Gey mir vidder in der erd! How else was I to get it?”

Oy, vey,” Mom sighed. “When you returned to Austria, were you hanged for your misdeed?”

Pop wagged his head at her irately. “Would God I had never returned! A demon sent me back to Galitzia. To her! To you! The devil sent me back. But what — if fortune fails you, what can you do?”

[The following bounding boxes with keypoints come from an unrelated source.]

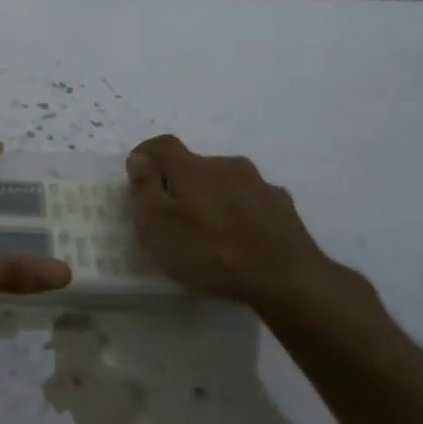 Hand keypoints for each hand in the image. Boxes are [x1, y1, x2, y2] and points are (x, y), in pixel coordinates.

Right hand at [125, 135, 385, 334]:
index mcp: (192, 168)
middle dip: (180, 182)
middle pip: (195, 164)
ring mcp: (259, 184)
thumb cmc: (210, 252)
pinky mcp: (283, 206)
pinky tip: (241, 239)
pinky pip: (251, 201)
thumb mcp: (158, 226)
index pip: (163, 145)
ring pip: (225, 182)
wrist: (286, 278)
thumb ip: (145, 188)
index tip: (137, 175)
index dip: (146, 155)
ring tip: (209, 231)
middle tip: (173, 215)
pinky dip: (239, 212)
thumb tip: (139, 158)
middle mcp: (227, 165)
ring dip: (212, 197)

Mom seemed too spent for anger. “Believe me, if fortune failed you, it failed me.” She sat down, speaking calmly. “What would have been the harm if I hadn’t suited you? I would have been an old maid. Ben Zion would have married his other daughters under me. As if he had any other choice. Sooner or later the Lord would have sent me a fat, sleek Jew of a widower, with a fine beard and a great paunch and a houseful of children. What would I have lacked? Do you want some more noodles? My pitiful son.”

“I want some more bread.” Ira chomped.

Mom stood up. “And what time does your father have to be at the school tomorrow?”

“I think maybe ten o’clock. Mr. Osborne comes in. He’s the assistant principal.”

“I’ll have time to finish a breakfast serving,” said Pop. “I’ll slip away between breakfast and lunch.” He nodded, addressing Ira.

“Thank you for your thoughtfulness.”

And Mom, bringing Ira another slice of bread, added, “Throw yourself at his feet. Implore his forgiveness. Tell him you’re the poor son of impoverished parents. You saw the silver pen. You snatched it. You couldn’t help yourself. Never again will you be guilty of such foolishness. You can speak English. Then speak. Plead.”